A Text-book of Entomology / Including the Anatomy, Physiology, Embryology and Metamorphoses of Insects for Use in Agricultural and Technical Schools and Colleges as Well as by the Working Entomologist - A. S. Packard

The ectoskeletal segments bend to one side by the contraction of the muscles on one side, the point of the outer segmental fold opposite the fixed point becoming converted into the turning-point (C).

The usual result of the arrangement of the locomotive system is the simple curving of the body (C), and then the alternate bending of the body to right and left, which produces the serpentine movements characteristic of the earthworms, the centipede, and many insect larvæ. The most striking example of the wonderful variety of movements which can be made by an insect are those of the Syrphus larva. When feeding amid a herd of aphides, it is seen to now raise the front part of the body erect and stiff, then to bend it down, or rapidly turn it to either side, or move it in a complete circle. (Graber, pp. 23–26.)

The arrangement and mode of working of the muscles, says Lang, is illustrated by Fig. 18, which shows us five segments, one larger (ct) and four smaller, in vertical projection. The thicker portion of the integument is marked by strong outlines, the delicate and flexible interarticular membranes (tg, sg) in dotted lines. The hinges between two consecutive segments are marked a. A dorsal muscle (d) is attached to the larger segment (ct), and runs through the smaller segments, being inserted in the dorsal portion of the crust (t) of each by means of a bundle of fibres. A ventral muscle (v) does the same on the sternal side (s).

“The skeletal segments,” adds Lang, “may be compared to a double-armed lever, whose fulcrum lies in the hinges. If the dorsal muscle contracts, it draws the dorsal arm of the lever (the tergal portion of the skeleton) in the direction of the pull towards the larger segments; the tergal interarticular membranes become folded, the ventral stretched, and the four segments bend upward (Fig. 18, A). If the ventral muscle contracts, while at the same time the dorsal slackens, the row of segments will be bent downwards (Fig. 18, C).”

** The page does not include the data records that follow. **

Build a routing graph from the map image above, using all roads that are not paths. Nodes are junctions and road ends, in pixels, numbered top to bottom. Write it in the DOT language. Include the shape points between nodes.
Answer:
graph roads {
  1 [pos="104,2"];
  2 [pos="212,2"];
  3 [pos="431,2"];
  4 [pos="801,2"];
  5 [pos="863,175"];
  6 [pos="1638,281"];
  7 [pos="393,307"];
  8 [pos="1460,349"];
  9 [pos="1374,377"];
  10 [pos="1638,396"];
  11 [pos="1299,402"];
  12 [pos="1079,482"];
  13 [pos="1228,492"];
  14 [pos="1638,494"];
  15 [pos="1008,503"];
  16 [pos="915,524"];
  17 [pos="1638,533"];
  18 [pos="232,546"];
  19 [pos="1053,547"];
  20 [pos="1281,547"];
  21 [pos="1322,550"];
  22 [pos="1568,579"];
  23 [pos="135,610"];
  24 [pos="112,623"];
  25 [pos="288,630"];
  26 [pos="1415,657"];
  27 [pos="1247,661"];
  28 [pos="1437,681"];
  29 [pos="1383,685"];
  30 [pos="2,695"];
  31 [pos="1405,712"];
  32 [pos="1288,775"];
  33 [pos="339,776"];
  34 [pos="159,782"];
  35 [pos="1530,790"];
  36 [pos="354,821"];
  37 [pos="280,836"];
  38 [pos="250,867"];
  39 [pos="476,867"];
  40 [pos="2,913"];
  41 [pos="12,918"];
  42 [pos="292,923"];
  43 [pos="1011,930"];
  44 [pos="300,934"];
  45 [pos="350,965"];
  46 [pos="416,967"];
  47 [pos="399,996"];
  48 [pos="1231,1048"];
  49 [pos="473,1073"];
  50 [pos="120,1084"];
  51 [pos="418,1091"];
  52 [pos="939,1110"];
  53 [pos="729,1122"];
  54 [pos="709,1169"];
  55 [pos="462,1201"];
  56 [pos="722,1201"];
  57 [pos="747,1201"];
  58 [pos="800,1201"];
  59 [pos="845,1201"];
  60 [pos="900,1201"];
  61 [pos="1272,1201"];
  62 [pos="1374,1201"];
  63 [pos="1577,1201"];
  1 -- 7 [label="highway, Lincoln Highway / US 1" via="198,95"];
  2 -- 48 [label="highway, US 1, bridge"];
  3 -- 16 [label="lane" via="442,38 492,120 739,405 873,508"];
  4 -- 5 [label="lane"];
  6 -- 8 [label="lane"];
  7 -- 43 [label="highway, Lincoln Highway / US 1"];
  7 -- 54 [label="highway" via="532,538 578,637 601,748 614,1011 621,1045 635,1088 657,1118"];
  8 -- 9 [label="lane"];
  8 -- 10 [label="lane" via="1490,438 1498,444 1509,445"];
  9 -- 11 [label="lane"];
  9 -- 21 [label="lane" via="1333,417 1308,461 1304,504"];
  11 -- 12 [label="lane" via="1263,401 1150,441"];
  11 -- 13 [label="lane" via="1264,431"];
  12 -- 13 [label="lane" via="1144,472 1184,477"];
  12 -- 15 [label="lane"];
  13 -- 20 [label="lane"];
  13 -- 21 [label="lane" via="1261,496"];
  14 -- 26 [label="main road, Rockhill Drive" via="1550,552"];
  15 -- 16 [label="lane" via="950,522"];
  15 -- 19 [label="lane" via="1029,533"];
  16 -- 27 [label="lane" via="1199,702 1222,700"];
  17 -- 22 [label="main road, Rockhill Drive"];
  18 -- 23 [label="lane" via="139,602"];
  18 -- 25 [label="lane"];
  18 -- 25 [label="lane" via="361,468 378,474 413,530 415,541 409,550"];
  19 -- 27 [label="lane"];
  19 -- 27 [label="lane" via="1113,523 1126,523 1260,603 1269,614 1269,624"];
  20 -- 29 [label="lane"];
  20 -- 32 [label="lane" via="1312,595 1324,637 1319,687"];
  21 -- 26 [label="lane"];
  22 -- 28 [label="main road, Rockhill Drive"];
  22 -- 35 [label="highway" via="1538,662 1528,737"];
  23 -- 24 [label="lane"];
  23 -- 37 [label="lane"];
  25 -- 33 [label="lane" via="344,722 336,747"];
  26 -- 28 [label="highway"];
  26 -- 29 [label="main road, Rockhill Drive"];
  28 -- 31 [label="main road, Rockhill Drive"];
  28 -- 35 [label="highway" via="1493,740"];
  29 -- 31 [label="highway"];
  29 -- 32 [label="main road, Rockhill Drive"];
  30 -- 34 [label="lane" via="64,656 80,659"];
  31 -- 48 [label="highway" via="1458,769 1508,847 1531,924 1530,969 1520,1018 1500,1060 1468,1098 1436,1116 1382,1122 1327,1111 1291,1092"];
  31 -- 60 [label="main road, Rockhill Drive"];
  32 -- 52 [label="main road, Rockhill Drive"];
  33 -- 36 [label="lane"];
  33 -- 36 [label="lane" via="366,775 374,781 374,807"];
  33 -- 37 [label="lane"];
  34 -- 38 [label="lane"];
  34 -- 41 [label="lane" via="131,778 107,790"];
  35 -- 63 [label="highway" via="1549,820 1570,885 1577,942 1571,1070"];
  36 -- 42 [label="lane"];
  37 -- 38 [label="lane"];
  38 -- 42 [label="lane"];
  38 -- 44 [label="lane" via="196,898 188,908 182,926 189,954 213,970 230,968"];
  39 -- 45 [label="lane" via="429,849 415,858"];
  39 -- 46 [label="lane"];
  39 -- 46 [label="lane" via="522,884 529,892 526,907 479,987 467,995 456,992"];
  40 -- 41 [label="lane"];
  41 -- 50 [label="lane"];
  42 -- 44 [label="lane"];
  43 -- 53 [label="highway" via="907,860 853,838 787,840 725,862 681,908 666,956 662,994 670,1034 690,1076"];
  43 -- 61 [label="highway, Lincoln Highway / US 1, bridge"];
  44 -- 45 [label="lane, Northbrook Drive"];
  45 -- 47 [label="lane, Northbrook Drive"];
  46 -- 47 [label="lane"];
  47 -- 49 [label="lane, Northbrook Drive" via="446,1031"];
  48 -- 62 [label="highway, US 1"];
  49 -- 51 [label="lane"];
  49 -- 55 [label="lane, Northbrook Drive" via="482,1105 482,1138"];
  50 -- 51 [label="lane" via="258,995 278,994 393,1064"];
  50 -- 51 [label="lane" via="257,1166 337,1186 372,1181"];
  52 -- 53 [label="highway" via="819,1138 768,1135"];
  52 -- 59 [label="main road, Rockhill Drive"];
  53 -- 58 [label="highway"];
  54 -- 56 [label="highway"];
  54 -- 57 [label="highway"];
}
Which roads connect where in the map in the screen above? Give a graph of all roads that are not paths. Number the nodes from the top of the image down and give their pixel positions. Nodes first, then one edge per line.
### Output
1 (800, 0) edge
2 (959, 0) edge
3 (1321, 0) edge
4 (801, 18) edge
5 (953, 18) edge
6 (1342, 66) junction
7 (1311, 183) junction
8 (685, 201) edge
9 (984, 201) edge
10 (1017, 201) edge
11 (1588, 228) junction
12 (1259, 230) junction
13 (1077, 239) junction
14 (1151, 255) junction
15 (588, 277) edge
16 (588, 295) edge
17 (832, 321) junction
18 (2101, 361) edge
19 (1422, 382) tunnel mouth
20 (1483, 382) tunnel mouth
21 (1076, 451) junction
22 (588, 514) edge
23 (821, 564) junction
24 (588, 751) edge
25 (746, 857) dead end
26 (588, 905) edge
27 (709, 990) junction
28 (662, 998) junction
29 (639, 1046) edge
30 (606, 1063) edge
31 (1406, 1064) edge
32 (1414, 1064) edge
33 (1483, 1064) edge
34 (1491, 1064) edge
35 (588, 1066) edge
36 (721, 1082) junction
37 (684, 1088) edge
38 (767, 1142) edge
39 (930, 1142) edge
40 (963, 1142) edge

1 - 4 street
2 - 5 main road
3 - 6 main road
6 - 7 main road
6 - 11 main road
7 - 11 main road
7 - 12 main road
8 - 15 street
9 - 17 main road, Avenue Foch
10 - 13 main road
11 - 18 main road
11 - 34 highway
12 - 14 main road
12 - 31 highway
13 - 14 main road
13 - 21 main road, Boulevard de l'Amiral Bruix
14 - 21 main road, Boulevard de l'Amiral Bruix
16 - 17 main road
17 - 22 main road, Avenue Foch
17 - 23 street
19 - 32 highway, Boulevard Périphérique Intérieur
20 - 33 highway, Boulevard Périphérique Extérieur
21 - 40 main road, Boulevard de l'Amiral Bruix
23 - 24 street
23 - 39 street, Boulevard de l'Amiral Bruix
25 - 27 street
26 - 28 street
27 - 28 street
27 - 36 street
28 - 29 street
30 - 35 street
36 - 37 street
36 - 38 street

L. B. Sharp suggests, that in the Crustacea the rings formed by “the regularity and stress of muscular action” would be hardened by the deposition of lime at the most prominent portion, i.e. between what we have called the intersegmental folds. (American Naturalist, 1893, p. 89.) Cope also states that “with the beginning of induration of the integument, segmentation would immediately appear, for the movements of the body and limbs would interrupt the deposit at such points as would experience the greatest flexure. The muscular system would initiate the process, since flexure depends on its contractions, and its presence in animals prior to the induration of the integuments in the order of phylogeny, furnishes the conditions required.” (The Primary Factors of Organic Evolution, p. 268, 1895.)

It is apparent that the jointed or metameric structure of the bodies of insects and other arthropods is an inheritance from the segmented worms. In the worms the body is a continuous dermo-muscular tube, while in arthropods this tube is divided into regions, and the cuticle is thicker and more resistant. To go back to the incipient stages in the process of segmentation of the body, we conceive that the worms probably arose from a creeping gastrula-like form, the gastræa. The act of creeping gradually induced an elongated shape of the body. The movement of such an organism in a forward direction would gradually evolve a fore and aft, dorsal and ventral, and bilateral symmetry. As soon as this was attained, as the effect of creeping over rough irregular surfaces there would result mechanical lateral strains intermittently acting during the serpentine movements of the worm. The integument would, we can readily suppose, tend to bend or yield, or become permanently wrinkled, at more or less regular intervals. The arrangement of the muscles would gradually conform to this habit of creeping, and finally the nervous system and other organs more directly connected with the creeping movements of the organism would tend to be correlated in their arrangement with that of the segments. In this way the homonomous segments of the annelid body probably became developed, and their relations and shapes were eventually fixed by inheritance. After this stage was reached, and limbs began to appear, the segments would tend to become heteronomous, and to be grouped into regions.

Fig. 19.—Dujardinia rotifera, with jointed tentacles and caudal appendages.—With some changes, after Quatrefages.

The origin of the joints or segments in the limbs of arthropods was probably due to the mechanical strains to which what were at first soft fleshy outgrowths along the sides of the body became subjected. Indeed, certain annelid worms of the family Syllidæ have segmented tentacles and parapodia, as in Dujardinia (Fig. 19). We do not know enough about the habits of these worms to understand how this metamerism may have arisen, but it is possibly due to the act of pushing or repeated efforts to support the body while creeping over the bottom among broken shells, over coarse gravel, or among seaweeds.

It is obvious, however, that the jointed structure of the limbs of arthropods, if we are to attempt any explanation at all of the origin of such structure, was primarily due mainly to lateral strains and impacts resulting from the primitive endeavors of the ancestral arthropods to raise and to support the body while thus raised, and then to push or drag it forward by means of the soft, partially jointed, lateral limbs which were armed with bristles, hooks, or finally claws.